Tom McGlashan
- Born: Thomas Perry Lang McGlashan 29 December 1925 Edinburgh, Scotland
- Died: 17 September 2020 (aged 94) Gullane, Scotland

Rugby union career
- Position: Prop

Amateur team(s)
- Years: Team / Apps / (Points)
- 1942-64: Royal HSFP / 249
- Co-Optimists

Provincial / State sides
- Years: Team / Apps / (Points)
- 1946: Edinburgh District
- 1946: Whites Trial
- 1947: Scotland Probables
- 1947: Cities District

International career
- Years: Team / Apps / (Points)
- 1947-54: Scotland / 8 / (0)
- 1947: Barbarians

= Tom McGlashan =

Scotland international rugby union player

Tom McGlashan (29 December 1925 – 17 September 2020) was a Scotland international rugby union player.

==Rugby Union career==

===Amateur career===

He played for Royal HSFP. During his time at the club they came second in the Scottish Unofficial Championship in 1951–52 season; and won the Jed-Forest Sevens in 1947. He won the Langholm Sevens in 1949.
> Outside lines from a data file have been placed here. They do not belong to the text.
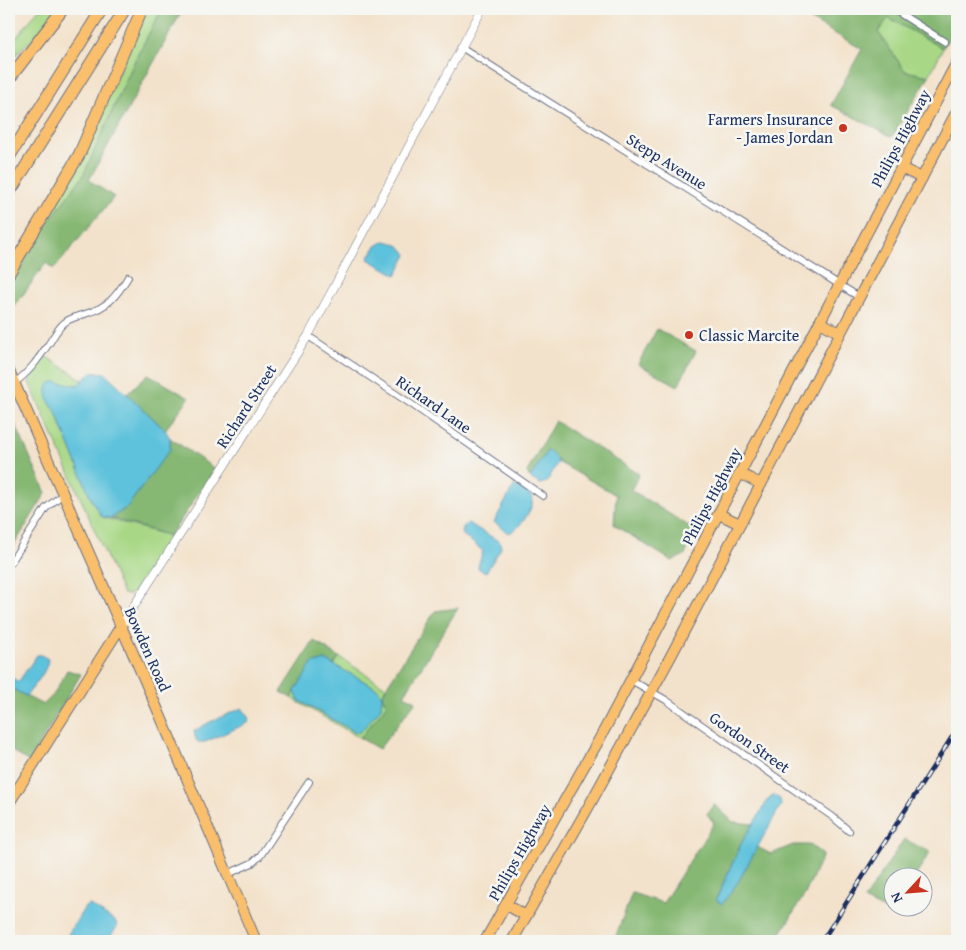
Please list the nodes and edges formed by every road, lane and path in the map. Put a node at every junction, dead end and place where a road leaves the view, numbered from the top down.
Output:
1 (63, 9) edge
2 (102, 9) edge
3 (125, 9) edge
4 (142, 9) edge
5 (482, 9) edge
6 (893, 9) edge
7 (945, 42) dead end
8 (462, 47) junction
9 (957, 62) edge
10 (9, 79) edge
11 (957, 112) edge
12 (9, 157) edge
13 (902, 168) junction
14 (922, 178) junction
15 (9, 193) edge
16 (9, 273) edge
17 (128, 277) dead end
18 (839, 286) junction
19 (859, 298) junction
20 (820, 322) junction
21 (840, 333) junction
22 (308, 336) junction
23 (9, 371) edge
24 (14, 383) junction
25 (741, 474) junction
26 (761, 484) junction
27 (63, 494) junction
28 (543, 496) dead end
29 (719, 514) junction
30 (740, 524) junction
31 (9, 565) edge
32 (121, 626) junction
33 (631, 680) junction
34 (651, 692) junction
35 (308, 782) dead end
36 (9, 804) edge
37 (849, 831) dead end
38 (228, 874) junction
39 (506, 905) junction
40 (526, 916) junction
41 (256, 941) edge
42 (485, 941) edge
43 (512, 941) edge

1 - 10 highway
2 - 12 highway
3 - 15 highway
4 - 16 highway
5 - 8 street, Richard Street
6 - 7 street
8 - 18 street, Stepp Avenue
8 - 22 street, Richard Street
9 - 13 main road, Philips Highway
11 - 14 main road
13 - 14 main road
13 - 18 main road, Philips Highway
14 - 19 main road
17 - 24 street
18 - 19 street, Stepp Avenue
18 - 20 main road, Philips Highway
19 - 21 main road
20 - 21 main road
20 - 25 main road, Philips Highway
21 - 26 main road
22 - 28 street, Richard Lane
22 - 32 street, Richard Street
23 - 24 main road, Bowden Road
24 - 27 main road, Bowden Road
25 - 26 main road
25 - 29 main road, Philips Highway
26 - 30 main road
27 - 31 street
27 - 32 main road, Bowden Road
29 - 30 main road
29 - 33 main road, Philips Highway
30 - 34 main road
32 - 36 main road, Richard Street
32 - 38 main road, Bowden Road
33 - 34 street, Gordon Street
33 - 39 main road, Philips Highway
34 - 37 street, Gordon Street
34 - 40 main road
35 - 38 street
38 - 41 main road, Bowden Road
39 - 40 main road
39 - 42 main road, Philips Highway
40 - 43 main road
He also played for the Co-Optimists.

===Provincial career===

He was capped for Edinburgh District in the 1946 inter-city match against Glasgow District.

He played for Whites Trial in their match against Blues Trial on 21 December 1946.

He graduated to play for the Scotland Probables in the final trial match on 18 January 1947.

He played for Cities District in their match against Australia on 15 October 1947.

===International career===

He was capped eight times for Scotland between 1947 and 1954.

He also represented the Barbarians.

===Administrative career===

He served three terms as President of Royal HSFP.

He was an Honorary President of the Co-Optimists.

==Boxing career==

He obtained a boxing blue at Edinburgh University. He won the Scottish Universities heavyweight title in 1950.

==Athletics career==

He was credited with a Scottish schools record in the Shot Putt. He was still on the Scottish rankings at age 34.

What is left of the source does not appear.